Senator De Búrca contributes to the theme ‘Is a Social Europe what citizens want?’ at the National Forum on Europe

June 28, 2007

78TH PLENARY SESSION

Thank you, Chairman.  Chairman, I would like to thank both speakers for their presentation this morning and I think we are discussing a very pertinent question here: is a social Europe what citizens want? 

I suppose I would ask the question: well how would we know what citizens want, because it is interesting to note that although the European Union is over 50 years old, we are looking here today at a report produced by the first European wide citizen’s deliberation and while it is a very welcome report, I suppose it strikes me that it has been a long time in happening, this direct consultation with citizens, because I think there has been an assumption to date that those elected representatives that ratify treaties in national parliaments and also the ministers who sign up and agree treaties, that they are representing the views of their citizens.  I think this is a problematic assumption because a lot of these politicians are elected.  They have fought their campaigns on a national basis, and have not engaged in any detailed or meaningful way on European issues with the voters who are electing them.  So I think this direct consultation with European citizens is a very welcome development and I hope it is a process that will continue. 

I also note that the opening lines of the report we received today do seem to very strongly suggest that citizens want to see a social Europe.  The report says all across Europe our national consultations nearly unanimously ask for the EU to play a substantial role in virtually all social policy issues and to actively create a social Europe beyond the economic Europe.  It is also interesting that the report makes it very clear to us what is meant by a social Europe.  I think typically when we talk about a social Europe we refer to employment and labour standards and rights in those areas, and while they are very much a part of the responses that were received through this consultation process, it is obvious also that citizens were referring to policy areas such as health, child protection, the rights of older persons, support for the family and so on. 

Within the EU, obviously in many Member States citizens already enjoy strong social rights and entitlements in these areas, but I think they are also aware there is no room for complacency and that in the context of the quickening pace of enlargement in the EU, there is a fear of a race to the bottom as new Member States join with much lower levels of social standards.  To look at the process of enlargement to date, I think pre 2004 there was a more gradual pace of enlargement and the effect of that was the convergence upwards of social and environmental standards.  I think when you look at countries like Portugal, Greece, Spain and Ireland we have all benefited from that process.  But since the big bang in 2004 and then the accession of countries like Romania and Bulgaria, I think there is genuine concern amongst European citizens that we are going to see a downward trend in these standards. 

Unfortunately in the negotiation of the recent Reform Treaty, I think the fact that the UK secured a protocol allowing it an opt out of the Charter for Fundamental Rights, that that is an issue that will be of major concern that in some way the European Union is facilitating a sort of ‘take it or leave it’ approach to these standards and I think our own Government, ourselves, we will have to clarify our own position on that issue for our citizens as we enter into a referendum treaty next year.

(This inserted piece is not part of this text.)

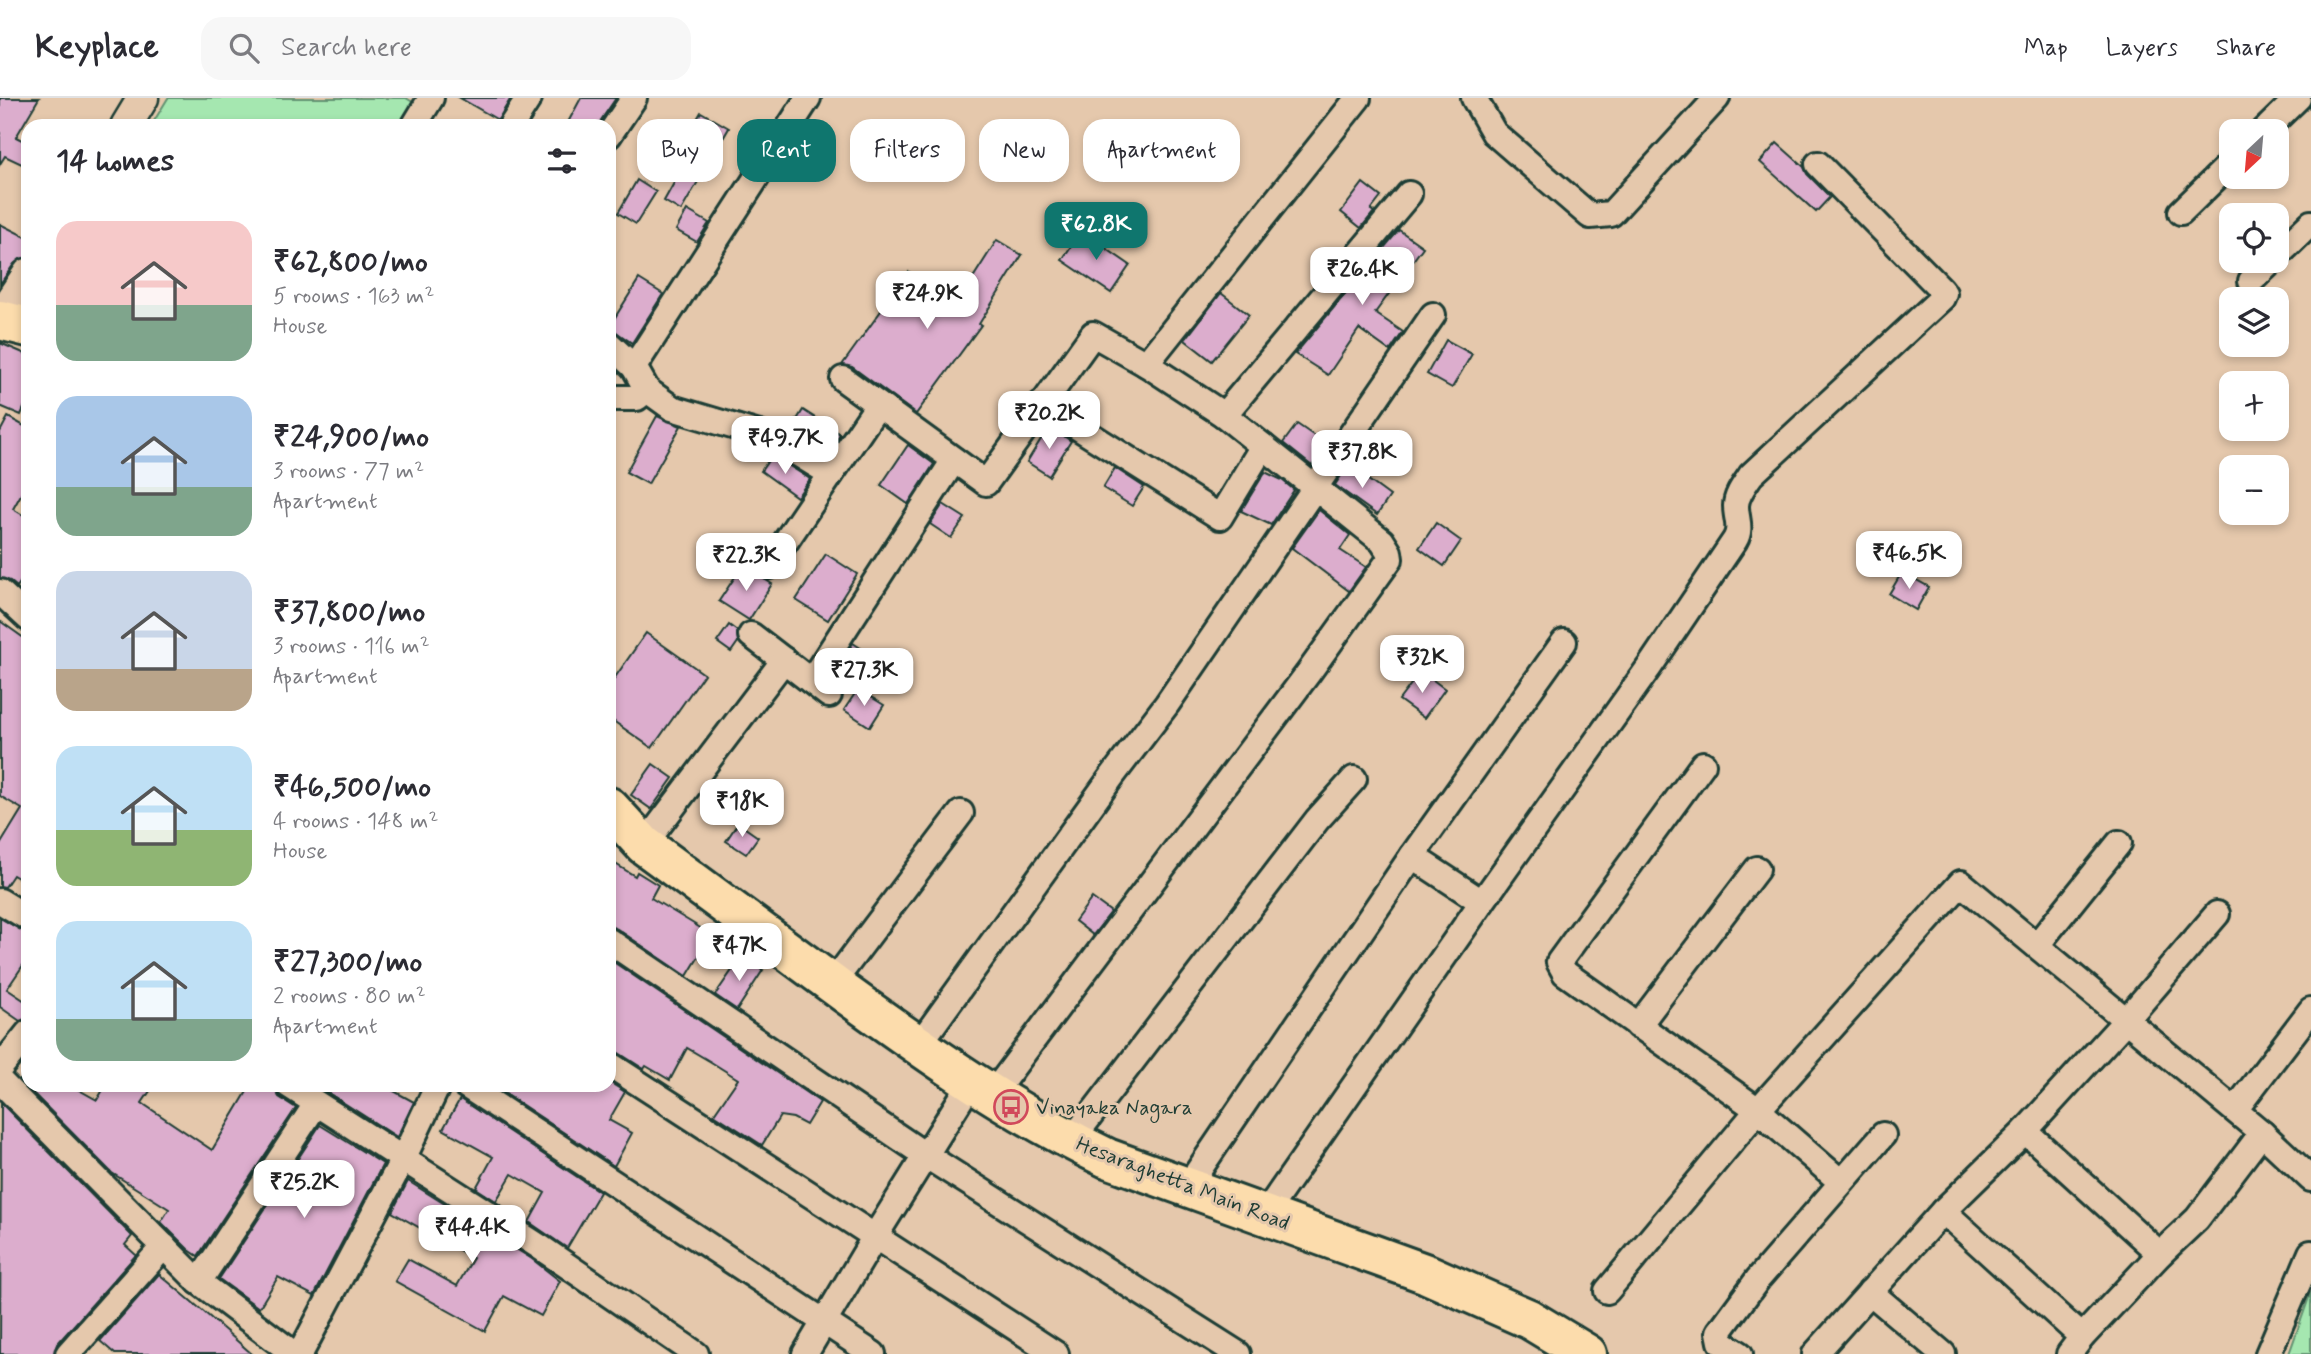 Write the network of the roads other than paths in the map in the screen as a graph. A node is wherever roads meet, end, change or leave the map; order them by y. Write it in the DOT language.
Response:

In terms of a point that was made by Mr Rauws to do with globalisation, I think this is a very fundamental issue, the whole issue of a social Europe in the context of globalisation, because the issue for the European Union really is:  can it convince its citizen that it is going to serve as a bulwark against the worst excesses of free market globalisation or is it, in fact, what many critics would suggest, a vehicle to advance and accelerate the process of free market globalisation? 

I think unless citizens can see that there is an added value to the European citizenship, that on the global stage that the EU is actually a champion and a promoter of high standards and strong standards of environmental and social protection, I think it won’t be as relevant, it wouldn’t as easy to mobilise the loyalty and the support of European citizens and that the EU would act through the global institutions it belongs to attempt to universalize these values and these standards.  Thank you. 

78th plenary session of the National Forum on Europe • St Patrick’s Hall • Dublin Castle • Dublin 2 • Thursday 28 June 2007
Mr Roger Liddle, policy advisor to the President of the European Commission and Mr Gerrit Rauws, Director of the King Baudouin Foundation addressed the theme ‘Is a Social Europe what citizens want?’